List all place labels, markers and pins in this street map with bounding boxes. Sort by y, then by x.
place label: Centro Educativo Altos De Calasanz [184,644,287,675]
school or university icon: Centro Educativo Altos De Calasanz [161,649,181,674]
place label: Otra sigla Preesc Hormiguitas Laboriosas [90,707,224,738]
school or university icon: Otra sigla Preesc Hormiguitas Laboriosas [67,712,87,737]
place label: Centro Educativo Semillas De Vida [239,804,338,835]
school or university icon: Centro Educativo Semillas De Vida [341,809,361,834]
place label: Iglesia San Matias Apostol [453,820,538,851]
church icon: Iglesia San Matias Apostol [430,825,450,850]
* * *
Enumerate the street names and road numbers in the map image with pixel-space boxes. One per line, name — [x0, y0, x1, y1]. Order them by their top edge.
==
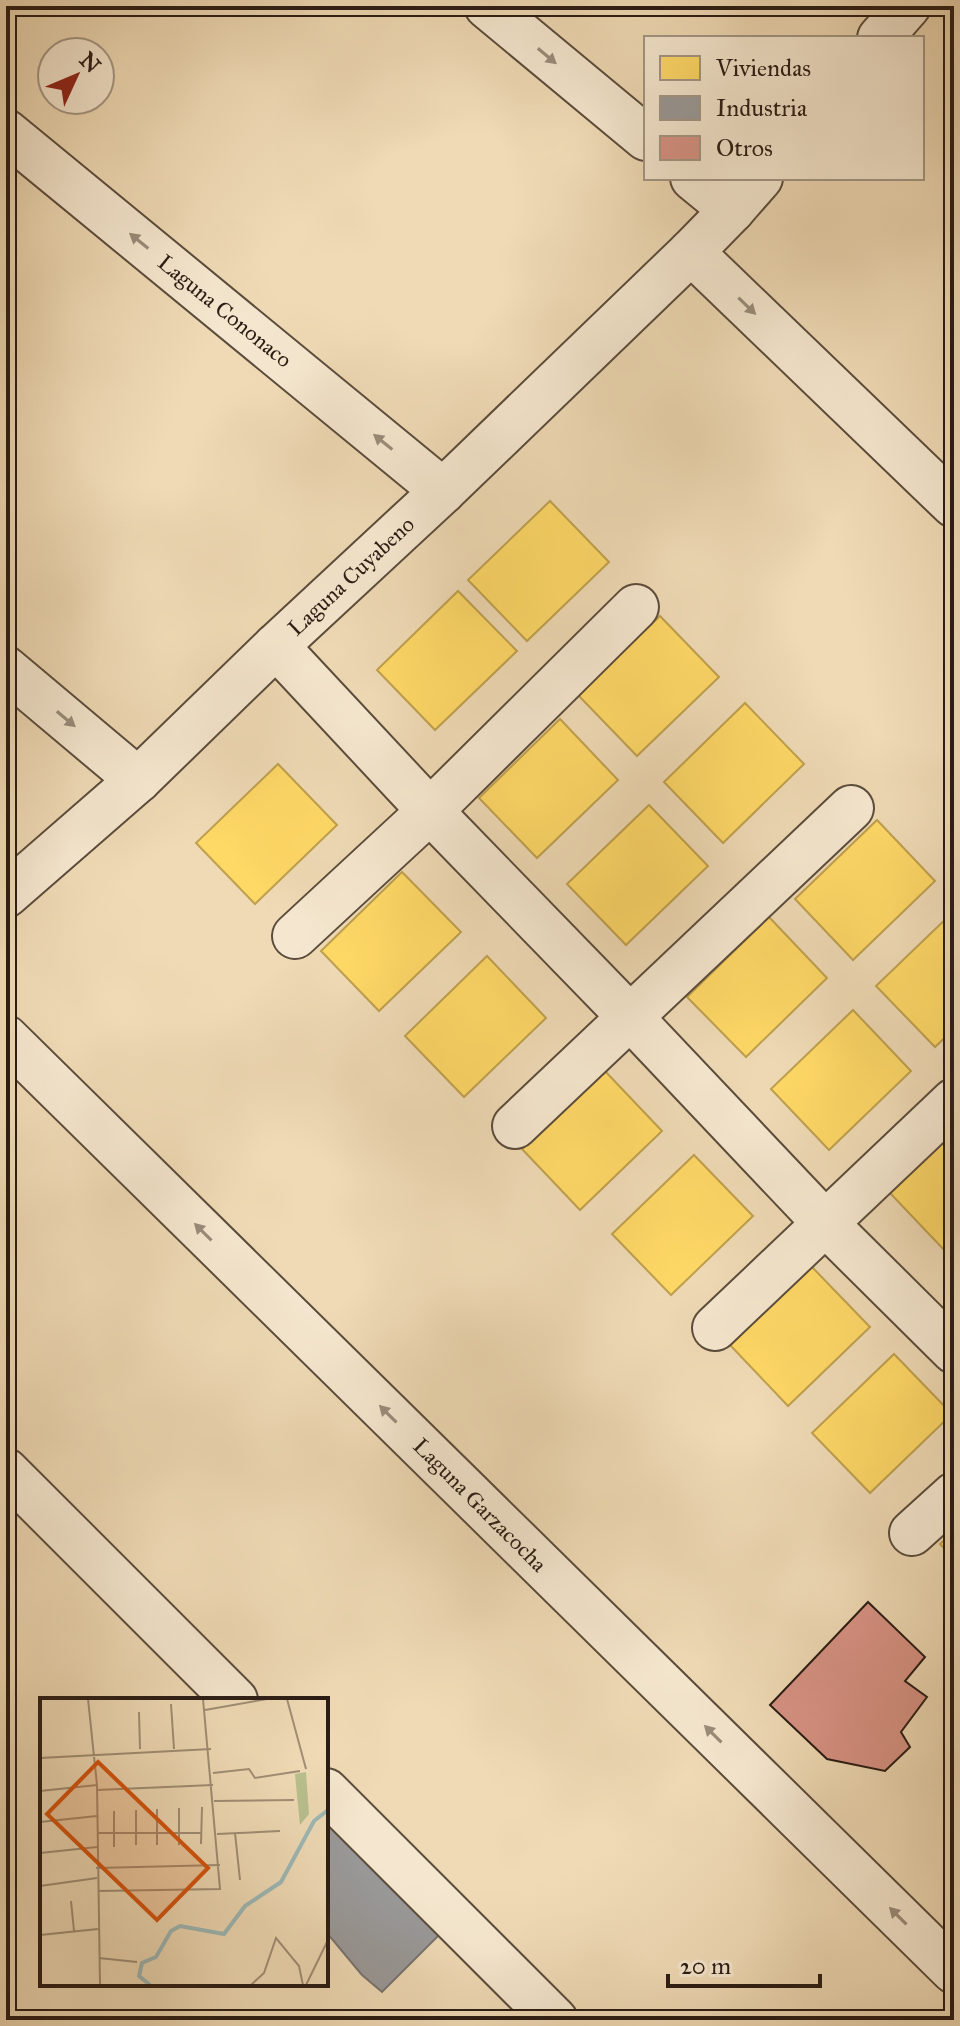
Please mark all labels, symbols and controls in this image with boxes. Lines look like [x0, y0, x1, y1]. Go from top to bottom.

Your objective:
For each line in the data that contains the string "image", give a copy of that line.

Result:
Enumerate the street names and road numbers in the map image with pixel-space boxes. One per line, name — [x0, y0, x1, y1]. Order them by their top edge.
Please mark all labels, symbols and controls in this image with boxes. Lines look like [x0, y0, x1, y1]. Go from top to bottom.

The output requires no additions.